SOURCE RECORDS ▸
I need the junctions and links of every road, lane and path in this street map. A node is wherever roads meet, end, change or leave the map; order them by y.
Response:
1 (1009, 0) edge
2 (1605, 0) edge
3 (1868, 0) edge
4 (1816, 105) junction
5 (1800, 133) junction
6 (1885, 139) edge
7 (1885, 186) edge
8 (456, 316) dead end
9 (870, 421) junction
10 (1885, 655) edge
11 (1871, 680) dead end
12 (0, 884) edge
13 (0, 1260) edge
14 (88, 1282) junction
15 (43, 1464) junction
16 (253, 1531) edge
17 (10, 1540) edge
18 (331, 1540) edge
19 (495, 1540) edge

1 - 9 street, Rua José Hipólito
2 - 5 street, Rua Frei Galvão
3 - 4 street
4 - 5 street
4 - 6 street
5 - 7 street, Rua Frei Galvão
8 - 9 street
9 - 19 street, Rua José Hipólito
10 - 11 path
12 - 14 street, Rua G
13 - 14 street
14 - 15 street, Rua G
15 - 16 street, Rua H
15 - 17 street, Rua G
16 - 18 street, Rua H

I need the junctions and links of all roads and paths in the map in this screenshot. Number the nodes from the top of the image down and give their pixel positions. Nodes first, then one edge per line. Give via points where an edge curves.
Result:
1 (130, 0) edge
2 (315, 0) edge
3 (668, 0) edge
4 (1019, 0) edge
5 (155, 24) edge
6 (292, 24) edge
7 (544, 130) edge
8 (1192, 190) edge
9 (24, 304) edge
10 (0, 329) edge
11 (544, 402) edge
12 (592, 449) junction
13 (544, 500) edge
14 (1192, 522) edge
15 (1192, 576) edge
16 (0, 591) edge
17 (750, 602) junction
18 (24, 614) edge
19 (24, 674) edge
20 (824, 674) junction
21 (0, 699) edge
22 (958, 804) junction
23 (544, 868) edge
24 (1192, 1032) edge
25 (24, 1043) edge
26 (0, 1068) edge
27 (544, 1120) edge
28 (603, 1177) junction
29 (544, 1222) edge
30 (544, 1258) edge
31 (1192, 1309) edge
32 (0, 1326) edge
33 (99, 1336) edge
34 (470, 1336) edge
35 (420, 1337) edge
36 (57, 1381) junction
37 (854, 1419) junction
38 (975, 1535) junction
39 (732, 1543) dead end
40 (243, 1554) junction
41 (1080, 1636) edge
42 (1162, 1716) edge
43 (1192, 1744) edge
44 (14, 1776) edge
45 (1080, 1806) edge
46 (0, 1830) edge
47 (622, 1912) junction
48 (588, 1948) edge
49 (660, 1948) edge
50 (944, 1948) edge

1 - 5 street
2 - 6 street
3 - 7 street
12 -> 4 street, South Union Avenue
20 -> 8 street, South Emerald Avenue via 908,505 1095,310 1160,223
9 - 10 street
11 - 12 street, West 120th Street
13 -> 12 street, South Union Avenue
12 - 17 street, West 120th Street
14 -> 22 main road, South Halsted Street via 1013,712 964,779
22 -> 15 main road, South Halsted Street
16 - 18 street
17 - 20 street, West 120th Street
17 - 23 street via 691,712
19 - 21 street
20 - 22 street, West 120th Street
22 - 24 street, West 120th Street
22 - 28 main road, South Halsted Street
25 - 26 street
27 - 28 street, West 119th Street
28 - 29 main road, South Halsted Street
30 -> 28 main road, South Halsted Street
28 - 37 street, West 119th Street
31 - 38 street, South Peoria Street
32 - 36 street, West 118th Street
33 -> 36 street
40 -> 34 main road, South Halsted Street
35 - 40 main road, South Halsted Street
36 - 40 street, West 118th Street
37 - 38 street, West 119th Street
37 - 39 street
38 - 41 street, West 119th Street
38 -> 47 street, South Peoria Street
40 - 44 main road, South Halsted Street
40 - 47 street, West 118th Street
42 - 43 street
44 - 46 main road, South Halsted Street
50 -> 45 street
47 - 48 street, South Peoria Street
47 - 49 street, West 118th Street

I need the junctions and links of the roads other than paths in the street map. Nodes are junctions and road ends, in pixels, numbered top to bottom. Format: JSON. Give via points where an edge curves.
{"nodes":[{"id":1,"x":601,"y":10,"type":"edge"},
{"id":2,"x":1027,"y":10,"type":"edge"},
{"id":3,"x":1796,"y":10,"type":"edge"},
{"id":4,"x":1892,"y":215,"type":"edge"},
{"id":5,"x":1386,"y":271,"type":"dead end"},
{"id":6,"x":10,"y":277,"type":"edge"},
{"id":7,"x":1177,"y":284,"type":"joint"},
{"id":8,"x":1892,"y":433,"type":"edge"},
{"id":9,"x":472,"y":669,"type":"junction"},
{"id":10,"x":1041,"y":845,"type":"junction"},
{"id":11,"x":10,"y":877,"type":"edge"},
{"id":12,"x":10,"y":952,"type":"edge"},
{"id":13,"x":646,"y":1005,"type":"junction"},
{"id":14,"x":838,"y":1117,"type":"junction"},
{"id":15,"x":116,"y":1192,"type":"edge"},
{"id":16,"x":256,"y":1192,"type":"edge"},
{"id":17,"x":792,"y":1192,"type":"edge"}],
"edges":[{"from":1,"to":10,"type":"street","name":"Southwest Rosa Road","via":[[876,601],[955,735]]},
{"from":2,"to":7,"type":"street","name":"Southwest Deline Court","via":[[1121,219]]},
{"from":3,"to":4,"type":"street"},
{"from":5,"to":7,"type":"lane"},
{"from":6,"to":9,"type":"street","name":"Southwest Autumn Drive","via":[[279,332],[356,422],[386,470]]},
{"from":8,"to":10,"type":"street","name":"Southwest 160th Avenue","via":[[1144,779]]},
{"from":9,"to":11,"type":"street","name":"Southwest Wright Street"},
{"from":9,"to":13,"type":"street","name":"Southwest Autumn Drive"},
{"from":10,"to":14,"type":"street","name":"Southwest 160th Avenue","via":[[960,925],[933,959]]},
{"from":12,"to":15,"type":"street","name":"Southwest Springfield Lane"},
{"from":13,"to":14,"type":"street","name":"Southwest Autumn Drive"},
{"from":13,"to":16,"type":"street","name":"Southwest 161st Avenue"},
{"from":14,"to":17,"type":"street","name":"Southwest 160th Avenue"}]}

BRIEF ▸
The response has to match the data exactly, line for line.

EXPECTED ANSWER ▸
I need the junctions and links of every road, lane and path in this street map. A node is wherever roads meet, end, change or leave the map; order them by y.
Response:
1 (1009, 0) edge
2 (1605, 0) edge
3 (1868, 0) edge
4 (1816, 105) junction
5 (1800, 133) junction
6 (1885, 139) edge
7 (1885, 186) edge
8 (456, 316) dead end
9 (870, 421) junction
10 (1885, 655) edge
11 (1871, 680) dead end
12 (0, 884) edge
13 (0, 1260) edge
14 (88, 1282) junction
15 (43, 1464) junction
16 (253, 1531) edge
17 (10, 1540) edge
18 (331, 1540) edge
19 (495, 1540) edge

1 - 9 street, Rua José Hipólito
2 - 5 street, Rua Frei Galvão
3 - 4 street
4 - 5 street
4 - 6 street
5 - 7 street, Rua Frei Galvão
8 - 9 street
9 - 19 street, Rua José Hipólito
10 - 11 path
12 - 14 street, Rua G
13 - 14 street
14 - 15 street, Rua G
15 - 16 street, Rua H
15 - 17 street, Rua G
16 - 18 street, Rua H

I need the junctions and links of all roads and paths in the map in this screenshot. Number the nodes from the top of the image down and give their pixel positions. Nodes first, then one edge per line. Give via points where an edge curves.
Result:
1 (130, 0) edge
2 (315, 0) edge
3 (668, 0) edge
4 (1019, 0) edge
5 (155, 24) edge
6 (292, 24) edge
7 (544, 130) edge
8 (1192, 190) edge
9 (24, 304) edge
10 (0, 329) edge
11 (544, 402) edge
12 (592, 449) junction
13 (544, 500) edge
14 (1192, 522) edge
15 (1192, 576) edge
16 (0, 591) edge
17 (750, 602) junction
18 (24, 614) edge
19 (24, 674) edge
20 (824, 674) junction
21 (0, 699) edge
22 (958, 804) junction
23 (544, 868) edge
24 (1192, 1032) edge
25 (24, 1043) edge
26 (0, 1068) edge
27 (544, 1120) edge
28 (603, 1177) junction
29 (544, 1222) edge
30 (544, 1258) edge
31 (1192, 1309) edge
32 (0, 1326) edge
33 (99, 1336) edge
34 (470, 1336) edge
35 (420, 1337) edge
36 (57, 1381) junction
37 (854, 1419) junction
38 (975, 1535) junction
39 (732, 1543) dead end
40 (243, 1554) junction
41 (1080, 1636) edge
42 (1162, 1716) edge
43 (1192, 1744) edge
44 (14, 1776) edge
45 (1080, 1806) edge
46 (0, 1830) edge
47 (622, 1912) junction
48 (588, 1948) edge
49 (660, 1948) edge
50 (944, 1948) edge

1 - 5 street
2 - 6 street
3 - 7 street
12 -> 4 street, South Union Avenue
20 -> 8 street, South Emerald Avenue via 908,505 1095,310 1160,223
9 - 10 street
11 - 12 street, West 120th Street
13 -> 12 street, South Union Avenue
12 - 17 street, West 120th Street
14 -> 22 main road, South Halsted Street via 1013,712 964,779
22 -> 15 main road, South Halsted Street
16 - 18 street
17 - 20 street, West 120th Street
17 - 23 street via 691,712
19 - 21 street
20 - 22 street, West 120th Street
22 - 24 street, West 120th Street
22 - 28 main road, South Halsted Street
25 - 26 street
27 - 28 street, West 119th Street
28 - 29 main road, South Halsted Street
30 -> 28 main road, South Halsted Street
28 - 37 street, West 119th Street
31 - 38 street, South Peoria Street
32 - 36 street, West 118th Street
33 -> 36 street
40 -> 34 main road, South Halsted Street
35 - 40 main road, South Halsted Street
36 - 40 street, West 118th Street
37 - 38 street, West 119th Street
37 - 39 street
38 - 41 street, West 119th Street
38 -> 47 street, South Peoria Street
40 - 44 main road, South Halsted Street
40 - 47 street, West 118th Street
42 - 43 street
44 - 46 main road, South Halsted Street
50 -> 45 street
47 - 48 street, South Peoria Street
47 - 49 street, West 118th Street

I need the junctions and links of the roads other than paths in the street map. Nodes are junctions and road ends, in pixels, numbered top to bottom. Format: JSON. Give via points where an edge curves.
{"nodes":[{"id":1,"x":601,"y":10,"type":"edge"},
{"id":2,"x":1027,"y":10,"type":"edge"},
{"id":3,"x":1796,"y":10,"type":"edge"},
{"id":4,"x":1892,"y":215,"type":"edge"},
{"id":5,"x":1386,"y":271,"type":"dead end"},
{"id":6,"x":10,"y":277,"type":"edge"},
{"id":7,"x":1177,"y":284,"type":"joint"},
{"id":8,"x":1892,"y":433,"type":"edge"},
{"id":9,"x":472,"y":669,"type":"junction"},
{"id":10,"x":1041,"y":845,"type":"junction"},
{"id":11,"x":10,"y":877,"type":"edge"},
{"id":12,"x":10,"y":952,"type":"edge"},
{"id":13,"x":646,"y":1005,"type":"junction"},
{"id":14,"x":838,"y":1117,"type":"junction"},
{"id":15,"x":116,"y":1192,"type":"edge"},
{"id":16,"x":256,"y":1192,"type":"edge"},
{"id":17,"x":792,"y":1192,"type":"edge"}],
"edges":[{"from":1,"to":10,"type":"street","name":"Southwest Rosa Road","via":[[876,601],[955,735]]},
{"from":2,"to":7,"type":"street","name":"Southwest Deline Court","via":[[1121,219]]},
{"from":3,"to":4,"type":"street"},
{"from":5,"to":7,"type":"lane"},
{"from":6,"to":9,"type":"street","name":"Southwest Autumn Drive","via":[[279,332],[356,422],[386,470]]},
{"from":8,"to":10,"type":"street","name":"Southwest 160th Avenue","via":[[1144,779]]},
{"from":9,"to":11,"type":"street","name":"Southwest Wright Street"},
{"from":9,"to":13,"type":"street","name":"Southwest Autumn Drive"},
{"from":10,"to":14,"type":"street","name":"Southwest 160th Avenue","via":[[960,925],[933,959]]},
{"from":12,"to":15,"type":"street","name":"Southwest Springfield Lane"},
{"from":13,"to":14,"type":"street","name":"Southwest Autumn Drive"},
{"from":13,"to":16,"type":"street","name":"Southwest 161st Avenue"},
{"from":14,"to":17,"type":"street","name":"Southwest 160th Avenue"}]}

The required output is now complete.